Friday, January 21, 2011
They tell me when to grieve.
One of the things I don't like about many 'parenting special need kids' books is the alarmist predictions. I feel like so far, our life has remained 'normal,' and Fragile X hasn't changed our daily life much. However the books like to TELL you when you will be upset, at times like birthdays, academic evaluations, holidays. They are calendar reminders that 'something's wrong, don't fall into a false assurance of normalcy, don't forget something's wrong... something's wrong...something's wrong. Sometimes I feel like I get sad just because the book told me it was time to be sad.
Things that have made me sad lately.
1. Looking for a gift for a similar age child, realizing I don't know what a 'typical' child his age is into. I see toys marked for his age and I know he wouldn't be able to manipulate them. The reminder 'something's wrong' bell rings.
2. Seeing the progress of his peers, where he should be, what he could be doing. This doesn't always happen in my day to day because he is 'typical' for us. We cheer his milestones and are excited by progress, just as any other parent is. Then suddenly I will realize where he 'should' be, and I'm sad. And the bell rings.
3. Bridget is his bossy care-taking older sister, both playing with him and talking for him. When we are working on puzzles she will intervene to show him, and I remind her to let him do it on his own. I struggle with this - I want her to be his sister, not his keeper. I don't want her to feel such responsibility for him. At the same time, her care reassures me. Bell rings.

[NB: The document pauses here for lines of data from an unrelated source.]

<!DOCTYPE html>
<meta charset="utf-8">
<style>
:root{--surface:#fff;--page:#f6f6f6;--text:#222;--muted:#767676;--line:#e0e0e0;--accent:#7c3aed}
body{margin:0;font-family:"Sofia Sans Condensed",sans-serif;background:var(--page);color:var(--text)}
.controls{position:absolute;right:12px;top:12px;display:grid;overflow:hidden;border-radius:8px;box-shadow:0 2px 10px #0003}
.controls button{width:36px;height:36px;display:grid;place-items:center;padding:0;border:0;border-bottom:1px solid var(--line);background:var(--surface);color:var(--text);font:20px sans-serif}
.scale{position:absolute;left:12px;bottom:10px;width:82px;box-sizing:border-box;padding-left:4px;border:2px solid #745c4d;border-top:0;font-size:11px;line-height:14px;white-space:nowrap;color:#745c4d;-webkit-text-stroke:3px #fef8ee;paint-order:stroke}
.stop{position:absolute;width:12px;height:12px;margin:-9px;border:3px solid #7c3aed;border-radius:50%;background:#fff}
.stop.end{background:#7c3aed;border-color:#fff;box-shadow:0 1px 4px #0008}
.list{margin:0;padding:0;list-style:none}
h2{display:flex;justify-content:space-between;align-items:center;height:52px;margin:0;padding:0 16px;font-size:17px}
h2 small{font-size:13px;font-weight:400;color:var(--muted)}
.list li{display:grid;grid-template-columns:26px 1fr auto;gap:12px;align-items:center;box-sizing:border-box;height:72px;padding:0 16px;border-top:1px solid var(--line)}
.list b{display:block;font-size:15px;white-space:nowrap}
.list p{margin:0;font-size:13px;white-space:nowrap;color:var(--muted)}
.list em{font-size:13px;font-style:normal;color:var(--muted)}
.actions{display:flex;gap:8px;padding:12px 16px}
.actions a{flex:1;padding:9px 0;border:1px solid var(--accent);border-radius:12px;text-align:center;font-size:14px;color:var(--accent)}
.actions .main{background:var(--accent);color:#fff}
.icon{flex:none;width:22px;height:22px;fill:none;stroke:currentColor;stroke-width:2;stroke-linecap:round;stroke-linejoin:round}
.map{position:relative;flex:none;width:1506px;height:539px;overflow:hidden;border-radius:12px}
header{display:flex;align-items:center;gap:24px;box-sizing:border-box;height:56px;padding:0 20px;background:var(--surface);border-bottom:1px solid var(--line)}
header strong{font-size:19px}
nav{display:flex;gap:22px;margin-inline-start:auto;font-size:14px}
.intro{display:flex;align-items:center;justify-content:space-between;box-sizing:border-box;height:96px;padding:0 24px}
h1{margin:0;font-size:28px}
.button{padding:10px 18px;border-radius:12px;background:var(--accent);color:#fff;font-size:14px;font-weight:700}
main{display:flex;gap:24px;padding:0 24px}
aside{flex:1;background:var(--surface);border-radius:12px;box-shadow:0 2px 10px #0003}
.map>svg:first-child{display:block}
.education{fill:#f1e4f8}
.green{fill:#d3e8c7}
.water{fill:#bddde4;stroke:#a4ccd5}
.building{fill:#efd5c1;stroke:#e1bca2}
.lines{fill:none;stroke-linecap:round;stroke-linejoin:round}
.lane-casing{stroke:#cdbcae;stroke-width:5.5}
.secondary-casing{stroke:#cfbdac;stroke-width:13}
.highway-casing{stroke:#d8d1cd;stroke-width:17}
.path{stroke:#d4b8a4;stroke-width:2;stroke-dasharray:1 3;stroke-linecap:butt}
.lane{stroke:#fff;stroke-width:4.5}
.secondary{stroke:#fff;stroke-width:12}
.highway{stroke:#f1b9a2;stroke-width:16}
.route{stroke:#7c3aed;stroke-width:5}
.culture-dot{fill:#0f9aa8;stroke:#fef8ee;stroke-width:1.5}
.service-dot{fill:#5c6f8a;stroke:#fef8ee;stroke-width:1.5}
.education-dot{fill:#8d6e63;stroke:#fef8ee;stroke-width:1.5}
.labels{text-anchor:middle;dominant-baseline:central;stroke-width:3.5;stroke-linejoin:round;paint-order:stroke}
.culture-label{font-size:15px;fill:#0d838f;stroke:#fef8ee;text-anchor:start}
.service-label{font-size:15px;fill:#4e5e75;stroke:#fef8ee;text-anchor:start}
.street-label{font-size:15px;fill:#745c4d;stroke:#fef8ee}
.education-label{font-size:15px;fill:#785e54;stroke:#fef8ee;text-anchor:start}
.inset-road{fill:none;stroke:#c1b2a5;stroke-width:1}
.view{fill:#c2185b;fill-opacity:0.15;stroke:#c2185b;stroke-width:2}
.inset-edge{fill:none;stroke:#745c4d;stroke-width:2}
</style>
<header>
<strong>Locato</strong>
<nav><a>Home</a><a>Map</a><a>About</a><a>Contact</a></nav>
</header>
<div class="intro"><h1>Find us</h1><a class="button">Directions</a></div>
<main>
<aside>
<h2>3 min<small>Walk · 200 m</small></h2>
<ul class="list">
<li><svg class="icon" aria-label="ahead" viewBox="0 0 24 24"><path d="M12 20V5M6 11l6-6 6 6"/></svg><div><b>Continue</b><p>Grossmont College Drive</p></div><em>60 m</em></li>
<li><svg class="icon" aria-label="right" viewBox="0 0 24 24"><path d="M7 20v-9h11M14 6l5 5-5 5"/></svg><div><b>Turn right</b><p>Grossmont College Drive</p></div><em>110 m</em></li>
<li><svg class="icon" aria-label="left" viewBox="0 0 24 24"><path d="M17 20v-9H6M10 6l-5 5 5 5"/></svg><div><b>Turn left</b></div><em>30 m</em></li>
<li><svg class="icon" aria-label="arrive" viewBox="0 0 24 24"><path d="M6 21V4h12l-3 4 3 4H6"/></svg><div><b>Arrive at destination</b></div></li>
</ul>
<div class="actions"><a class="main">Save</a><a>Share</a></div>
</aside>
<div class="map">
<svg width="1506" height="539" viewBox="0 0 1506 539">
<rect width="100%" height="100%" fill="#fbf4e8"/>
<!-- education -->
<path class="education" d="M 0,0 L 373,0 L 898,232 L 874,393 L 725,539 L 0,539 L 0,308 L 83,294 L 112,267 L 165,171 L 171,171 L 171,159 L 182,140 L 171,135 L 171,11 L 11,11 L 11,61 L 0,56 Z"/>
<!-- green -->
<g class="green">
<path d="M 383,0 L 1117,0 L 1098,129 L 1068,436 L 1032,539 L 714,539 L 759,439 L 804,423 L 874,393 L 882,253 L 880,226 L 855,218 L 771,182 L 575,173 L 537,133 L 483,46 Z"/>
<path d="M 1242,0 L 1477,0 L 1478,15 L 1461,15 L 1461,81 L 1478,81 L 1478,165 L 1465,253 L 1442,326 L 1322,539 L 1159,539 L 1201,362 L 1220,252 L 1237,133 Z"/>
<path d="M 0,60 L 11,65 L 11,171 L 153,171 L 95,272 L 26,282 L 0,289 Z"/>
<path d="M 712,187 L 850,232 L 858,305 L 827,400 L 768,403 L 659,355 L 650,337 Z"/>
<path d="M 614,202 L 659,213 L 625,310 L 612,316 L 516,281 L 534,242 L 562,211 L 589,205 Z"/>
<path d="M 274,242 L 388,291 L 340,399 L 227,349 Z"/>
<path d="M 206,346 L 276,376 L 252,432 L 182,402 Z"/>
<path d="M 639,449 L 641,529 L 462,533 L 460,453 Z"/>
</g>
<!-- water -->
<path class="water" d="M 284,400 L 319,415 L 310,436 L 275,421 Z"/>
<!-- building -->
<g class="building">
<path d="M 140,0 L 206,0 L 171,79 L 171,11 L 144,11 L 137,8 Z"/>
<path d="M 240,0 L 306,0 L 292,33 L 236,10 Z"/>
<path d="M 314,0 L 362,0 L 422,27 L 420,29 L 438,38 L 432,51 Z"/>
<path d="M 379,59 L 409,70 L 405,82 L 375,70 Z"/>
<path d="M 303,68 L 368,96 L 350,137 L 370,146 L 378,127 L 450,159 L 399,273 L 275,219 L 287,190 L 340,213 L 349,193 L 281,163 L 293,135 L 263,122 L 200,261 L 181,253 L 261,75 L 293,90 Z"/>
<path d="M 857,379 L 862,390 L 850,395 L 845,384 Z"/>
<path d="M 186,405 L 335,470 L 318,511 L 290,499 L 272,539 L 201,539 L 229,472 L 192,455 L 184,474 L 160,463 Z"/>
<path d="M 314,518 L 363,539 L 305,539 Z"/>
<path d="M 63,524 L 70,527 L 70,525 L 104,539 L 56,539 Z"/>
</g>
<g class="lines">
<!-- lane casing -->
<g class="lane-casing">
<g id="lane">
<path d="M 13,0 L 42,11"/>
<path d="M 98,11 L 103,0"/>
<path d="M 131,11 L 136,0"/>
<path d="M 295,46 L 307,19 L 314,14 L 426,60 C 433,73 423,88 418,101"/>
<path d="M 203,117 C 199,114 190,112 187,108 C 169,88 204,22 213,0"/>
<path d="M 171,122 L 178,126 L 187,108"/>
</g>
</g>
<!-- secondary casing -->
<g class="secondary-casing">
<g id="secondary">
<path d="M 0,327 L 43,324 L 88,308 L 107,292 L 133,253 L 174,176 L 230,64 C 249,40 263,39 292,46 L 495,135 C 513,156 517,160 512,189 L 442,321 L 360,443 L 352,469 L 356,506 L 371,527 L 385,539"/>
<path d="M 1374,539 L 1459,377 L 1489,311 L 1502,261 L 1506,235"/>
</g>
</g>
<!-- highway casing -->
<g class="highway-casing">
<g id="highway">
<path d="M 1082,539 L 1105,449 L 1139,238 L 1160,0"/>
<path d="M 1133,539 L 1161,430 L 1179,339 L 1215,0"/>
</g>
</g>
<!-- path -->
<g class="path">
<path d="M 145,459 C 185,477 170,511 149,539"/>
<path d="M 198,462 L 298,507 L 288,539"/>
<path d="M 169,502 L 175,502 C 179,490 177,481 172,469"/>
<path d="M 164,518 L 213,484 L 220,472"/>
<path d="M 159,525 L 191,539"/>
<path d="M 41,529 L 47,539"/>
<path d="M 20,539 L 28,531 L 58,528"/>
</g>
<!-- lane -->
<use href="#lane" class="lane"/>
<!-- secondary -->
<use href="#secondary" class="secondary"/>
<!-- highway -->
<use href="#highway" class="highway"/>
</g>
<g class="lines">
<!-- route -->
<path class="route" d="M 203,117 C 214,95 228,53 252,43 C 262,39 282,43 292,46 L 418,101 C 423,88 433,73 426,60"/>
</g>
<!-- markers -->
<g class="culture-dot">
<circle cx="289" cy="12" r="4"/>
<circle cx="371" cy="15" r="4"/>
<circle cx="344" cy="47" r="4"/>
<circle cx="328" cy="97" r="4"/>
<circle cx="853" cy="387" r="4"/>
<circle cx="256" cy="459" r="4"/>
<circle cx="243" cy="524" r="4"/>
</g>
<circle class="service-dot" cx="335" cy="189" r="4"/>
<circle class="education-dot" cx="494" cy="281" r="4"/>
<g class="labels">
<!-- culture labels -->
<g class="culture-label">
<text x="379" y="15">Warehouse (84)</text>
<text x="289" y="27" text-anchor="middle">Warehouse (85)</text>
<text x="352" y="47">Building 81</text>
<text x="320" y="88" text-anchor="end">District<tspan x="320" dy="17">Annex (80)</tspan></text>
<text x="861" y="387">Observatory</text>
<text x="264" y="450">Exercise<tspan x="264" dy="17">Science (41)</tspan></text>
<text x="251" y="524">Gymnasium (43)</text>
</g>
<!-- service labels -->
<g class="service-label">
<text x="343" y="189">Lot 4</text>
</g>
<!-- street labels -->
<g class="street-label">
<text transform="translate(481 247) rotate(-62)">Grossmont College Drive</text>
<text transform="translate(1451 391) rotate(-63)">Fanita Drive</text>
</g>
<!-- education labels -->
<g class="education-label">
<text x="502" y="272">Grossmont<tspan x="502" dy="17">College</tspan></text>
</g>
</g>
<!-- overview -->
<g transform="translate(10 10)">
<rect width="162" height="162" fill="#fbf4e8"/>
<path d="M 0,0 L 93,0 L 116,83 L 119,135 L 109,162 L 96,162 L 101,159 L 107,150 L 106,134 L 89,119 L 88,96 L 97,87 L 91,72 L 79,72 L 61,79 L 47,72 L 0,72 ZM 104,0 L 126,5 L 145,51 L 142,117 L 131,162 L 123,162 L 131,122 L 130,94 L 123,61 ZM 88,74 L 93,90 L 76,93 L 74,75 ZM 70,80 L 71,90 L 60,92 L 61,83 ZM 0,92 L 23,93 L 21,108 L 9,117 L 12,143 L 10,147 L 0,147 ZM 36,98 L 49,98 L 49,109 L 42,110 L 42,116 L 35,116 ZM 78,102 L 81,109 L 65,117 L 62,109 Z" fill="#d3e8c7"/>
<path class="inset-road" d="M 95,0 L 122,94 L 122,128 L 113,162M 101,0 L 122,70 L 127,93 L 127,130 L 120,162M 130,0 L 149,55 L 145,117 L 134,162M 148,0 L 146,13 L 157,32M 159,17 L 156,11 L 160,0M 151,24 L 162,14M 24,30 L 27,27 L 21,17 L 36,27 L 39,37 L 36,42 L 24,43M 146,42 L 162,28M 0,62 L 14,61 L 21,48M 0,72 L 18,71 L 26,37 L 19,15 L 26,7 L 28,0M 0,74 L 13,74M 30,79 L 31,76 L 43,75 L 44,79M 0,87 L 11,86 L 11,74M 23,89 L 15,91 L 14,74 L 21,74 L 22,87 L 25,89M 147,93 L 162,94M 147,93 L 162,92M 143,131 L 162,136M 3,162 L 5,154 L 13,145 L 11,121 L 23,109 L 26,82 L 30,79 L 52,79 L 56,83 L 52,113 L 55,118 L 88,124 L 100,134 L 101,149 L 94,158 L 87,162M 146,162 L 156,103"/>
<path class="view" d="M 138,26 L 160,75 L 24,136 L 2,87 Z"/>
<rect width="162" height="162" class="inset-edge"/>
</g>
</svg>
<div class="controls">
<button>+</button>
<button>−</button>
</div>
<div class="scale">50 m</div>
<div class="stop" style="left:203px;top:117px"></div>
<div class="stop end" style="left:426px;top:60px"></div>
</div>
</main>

4. Monday is our first meeting with the local school system, beginning planning for his transition from early intervention to public pre-school. I have been told our school system is one of the best, and in many ways I am happy he will be in a placement where he is receiving services and also with specially trained professionals all day who can teach and guide him academically and socially.

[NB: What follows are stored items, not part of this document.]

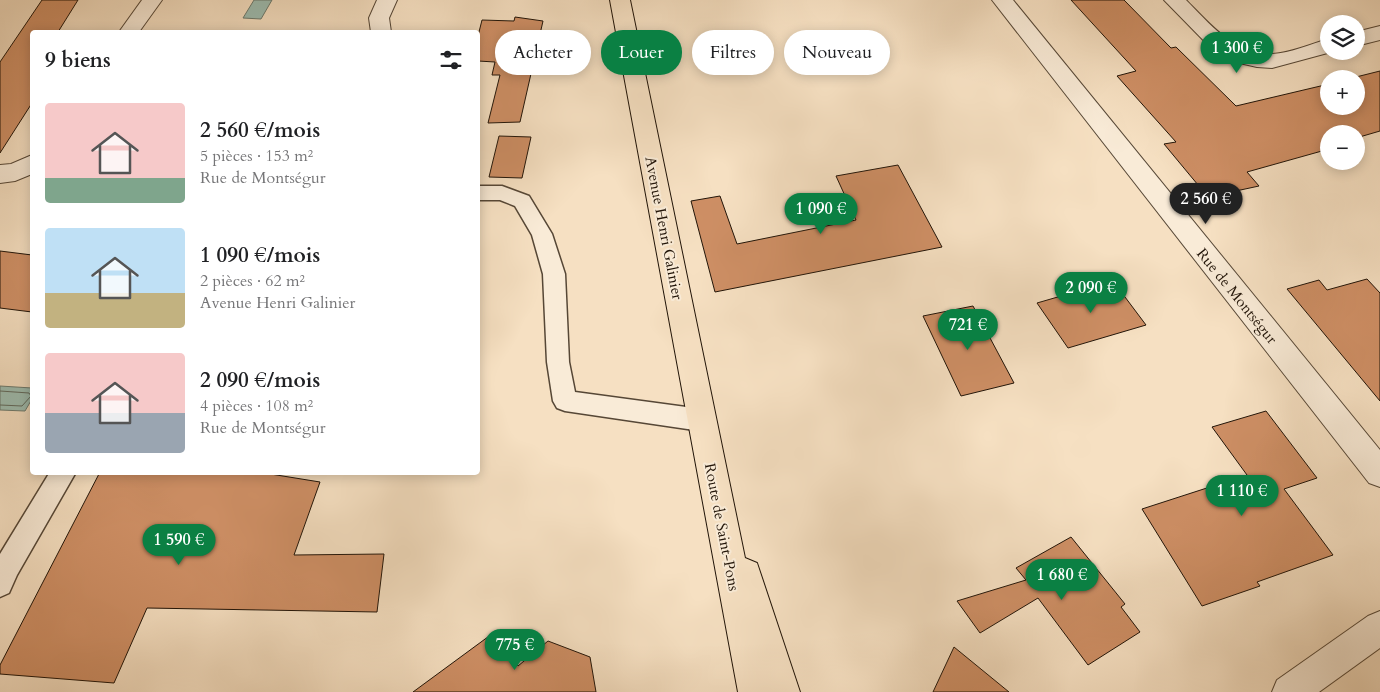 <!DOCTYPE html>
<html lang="fr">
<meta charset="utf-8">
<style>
:root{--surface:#fff;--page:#f6f6f6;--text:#202124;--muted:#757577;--accent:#0b8043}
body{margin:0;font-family:Cardo,serif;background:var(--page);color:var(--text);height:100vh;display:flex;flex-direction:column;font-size:19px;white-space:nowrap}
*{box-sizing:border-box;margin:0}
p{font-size:16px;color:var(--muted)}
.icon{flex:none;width:28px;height:28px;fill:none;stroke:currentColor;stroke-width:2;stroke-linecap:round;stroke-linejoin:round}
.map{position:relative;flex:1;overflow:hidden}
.sheet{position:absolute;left:30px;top:30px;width:450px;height:445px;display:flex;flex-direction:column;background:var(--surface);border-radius:5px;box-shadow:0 2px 12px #0003}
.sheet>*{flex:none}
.top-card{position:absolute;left:495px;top:30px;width:475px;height:45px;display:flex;gap:10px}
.tools{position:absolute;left:1320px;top:15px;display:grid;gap:10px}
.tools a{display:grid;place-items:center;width:45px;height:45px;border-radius:50%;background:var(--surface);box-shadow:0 2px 12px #0003;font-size:25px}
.price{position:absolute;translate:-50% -42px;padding:0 11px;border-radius:18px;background:var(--accent);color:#fff;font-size:16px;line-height:32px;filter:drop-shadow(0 1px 2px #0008)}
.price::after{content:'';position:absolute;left:50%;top:30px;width:15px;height:11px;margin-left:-8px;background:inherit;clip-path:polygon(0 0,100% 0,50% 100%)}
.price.current{background:#222;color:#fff}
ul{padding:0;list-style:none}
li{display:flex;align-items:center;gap:15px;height:125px;padding:0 15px}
li span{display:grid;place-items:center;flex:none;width:140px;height:100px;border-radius:5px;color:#555}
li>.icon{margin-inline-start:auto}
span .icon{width:60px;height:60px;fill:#fffc;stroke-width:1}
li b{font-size:21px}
h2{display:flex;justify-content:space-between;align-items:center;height:60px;padding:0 15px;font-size:21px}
.tag{padding:0 18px;border-radius:22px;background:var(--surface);box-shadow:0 2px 12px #0003;font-size:18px;line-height:45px}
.tag.current{background:var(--accent);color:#fff}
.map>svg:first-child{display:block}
</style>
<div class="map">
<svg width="1380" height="692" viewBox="0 0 1380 692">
<rect width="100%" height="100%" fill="#f6e0c2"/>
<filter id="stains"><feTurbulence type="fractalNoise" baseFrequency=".004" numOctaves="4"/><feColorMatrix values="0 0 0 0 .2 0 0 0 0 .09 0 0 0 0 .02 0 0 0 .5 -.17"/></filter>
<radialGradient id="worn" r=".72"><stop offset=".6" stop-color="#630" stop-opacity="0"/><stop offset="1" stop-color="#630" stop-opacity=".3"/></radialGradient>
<!-- water -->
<g fill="#9dbdb1" stroke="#6b796d">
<polygon points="254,0 272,0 261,19 243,18"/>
<polygon points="0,386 32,388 32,399 25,411 0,410"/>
</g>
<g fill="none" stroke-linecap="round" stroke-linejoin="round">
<!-- shore -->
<polyline stroke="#5f685c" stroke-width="1" points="0,391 29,393 31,396 22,406 0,405"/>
</g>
<!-- building -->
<g fill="#ce8f65" stroke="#211408">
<polygon points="42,0 78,0 58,32 32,32 32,103 0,153 0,62"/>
<polygon points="1071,0 1124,0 1171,48 1176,47 1236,106 1329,84 1329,106 1356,106 1356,79 1348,79 1380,71 1380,131 1356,138 1356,134 1329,134 1329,149 1247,172 1259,186 1208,197 1164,144 1176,142 1117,76 1136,71"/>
<polygon points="515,17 543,21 520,122 488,123 500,75 492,75 495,62 478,61 478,36 482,20 514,21"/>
<polygon points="499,136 531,137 522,178 489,177"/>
<polygon points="898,165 942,247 715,292 691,201 720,196 737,244 856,220 836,176"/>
<polygon points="0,251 32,255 32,312 0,308"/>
<polygon points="1367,279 1380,293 1380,401 1287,289 1319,280 1327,290"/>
<polygon points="1113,281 1146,325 1068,348 1037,303"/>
<polygon points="973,306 1014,383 961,396 923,316"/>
<polygon points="1266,411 1317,478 1284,489 1333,555 1257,582 1260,586 1202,606 1142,509 1247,475 1212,427"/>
<polygon points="100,472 258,472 320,482 294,555 384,554 377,612 147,608 114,683 0,674 0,665"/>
<polygon points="1071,537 1125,604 1121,607 1140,632 1088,665 1038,598 980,633 957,601 1026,580 1016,568"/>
<polygon points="496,631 518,666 548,641 590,657 596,692 413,692"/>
<polygon points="954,647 1009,692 933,692"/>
</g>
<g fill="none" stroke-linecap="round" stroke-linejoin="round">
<defs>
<g id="lane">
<polygon points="478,186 502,186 529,196 552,234 565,274 569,362 575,392 701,409 709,412 713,420 709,428 701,431 565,411 557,408 553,401 547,362 543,274 532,235 515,206 500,200 478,200"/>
<polygon points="50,472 76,472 17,575 9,593 0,597 0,554"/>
</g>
<g id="street">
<polygon points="142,0 162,0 139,32 119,32"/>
<polygon points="377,0 397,0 389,18 391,32 371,32 369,18"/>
<polygon points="992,0 1013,0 1380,450 1380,487 1369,483"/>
<path d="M1164 0H1186C1209 23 1235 56 1272 54 1291 53 1310 44 1329 39V51H1335L1272 68 1257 67 1235 62 1210 47Z"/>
<polygon points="1380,26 1380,40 1356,46 1356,32"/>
<polygon points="32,155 32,174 15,181 0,183 0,165 11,164"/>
<polygon points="1380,611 1380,648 1319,692 1272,692 1277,680 1368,616"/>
</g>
<polygon id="primary" points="610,0 630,0 745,558 757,563 800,692 738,692"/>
</defs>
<!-- lane casing -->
<use href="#lane" stroke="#564736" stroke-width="3"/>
<!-- street casing -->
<use href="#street" stroke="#564736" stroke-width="2"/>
<!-- primary casing -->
<use href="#primary" stroke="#211408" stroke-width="2"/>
<!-- lane -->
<use href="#lane" fill="#f9ebd7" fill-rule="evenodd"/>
<!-- street -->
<use href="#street" fill="#f9ebd7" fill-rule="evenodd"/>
<!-- primary -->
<use href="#primary" fill="#f6e0c2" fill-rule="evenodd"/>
</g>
<g text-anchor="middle" stroke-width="4" stroke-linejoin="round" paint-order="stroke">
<!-- street labels -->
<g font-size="15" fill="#211408" stroke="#f9ebd7">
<text transform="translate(664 228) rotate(79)" y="5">Avenue Henri Galinier</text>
<text transform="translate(1237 296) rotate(51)" y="5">Rue de Montségur</text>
<text transform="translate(722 527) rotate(79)" y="5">Route de Saint-Pons</text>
</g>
</g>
<rect width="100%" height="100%" filter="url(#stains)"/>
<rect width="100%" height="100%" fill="url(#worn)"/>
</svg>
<div class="tools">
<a><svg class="icon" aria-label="layers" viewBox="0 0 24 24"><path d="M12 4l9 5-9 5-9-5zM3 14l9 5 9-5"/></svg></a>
<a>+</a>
<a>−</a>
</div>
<b class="price" style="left:1237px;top:74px">1 300 €</b>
<b class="price current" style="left:1206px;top:225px">2 560 €</b>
<b class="price" style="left:821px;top:235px">1 090 €</b>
<b class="price" style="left:1091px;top:314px">2 090 €</b>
<b class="price" style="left:968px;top:351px">721 €</b>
<b class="price" style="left:1242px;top:517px">1 110 €</b>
<b class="price" style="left:179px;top:566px">1 590 €</b>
<b class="price" style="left:1062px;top:601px">1 680 €</b>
<b class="price" style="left:515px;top:671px">775 €</b>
<div class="top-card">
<a class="tag">Acheter</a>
<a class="tag current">Louer</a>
<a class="tag">Filtres</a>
<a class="tag">Nouveau</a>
</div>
<section class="sheet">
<h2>9 biens<svg class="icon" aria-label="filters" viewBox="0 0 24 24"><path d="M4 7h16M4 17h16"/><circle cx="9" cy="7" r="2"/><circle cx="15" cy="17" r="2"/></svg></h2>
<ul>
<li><span style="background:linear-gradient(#f6c9c9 75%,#7fa58c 0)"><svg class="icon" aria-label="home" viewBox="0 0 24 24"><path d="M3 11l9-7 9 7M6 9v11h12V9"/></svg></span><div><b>2 560 €/mois</b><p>5 pièces · 153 m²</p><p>Rue de Montségur</p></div></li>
<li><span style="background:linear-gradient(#bfe0f5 65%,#c2b280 0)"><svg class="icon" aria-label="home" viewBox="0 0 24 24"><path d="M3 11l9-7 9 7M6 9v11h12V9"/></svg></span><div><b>1 090 €/mois</b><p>2 pièces · 62 m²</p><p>Avenue Henri Galinier</p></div></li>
<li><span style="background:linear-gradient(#f6c9c9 60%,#9aa5b1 0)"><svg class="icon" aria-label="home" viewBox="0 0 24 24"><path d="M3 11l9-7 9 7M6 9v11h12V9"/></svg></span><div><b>2 090 €/mois</b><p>4 pièces · 108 m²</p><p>Rue de Montségur</p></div></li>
</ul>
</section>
</div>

I'm preparing to be sad because the book told me.
Something that makes me happy? Owen's ability to charm all he comes into contact with. We walk through the mall and I see people nudge each other, look adoringly at Owen, I hear whispers of "what a cute baby!" He befriends the store cashiers, loves smiling at good looking women, and particularly likes all bald men. Even our cats sniff his nose and greet him in the morning, and I was surprised to see surly teens brighten when looking at him. The quotes I have most heard most often about him is "He is SUCH a happy baby!" or "What a great smile!" Owen's godfather made my heart soar when he said "Owen smiles with his whole body, " and one of my girlfriends told me Owen was lit from within.
I take these moments and bank them, let them wash over me and reassure, let them give me hope for his survival in this unkind world. Maybe my baby came pre-wrapped in his own protection, a nature and temperament of sweetness, kindness, and charm.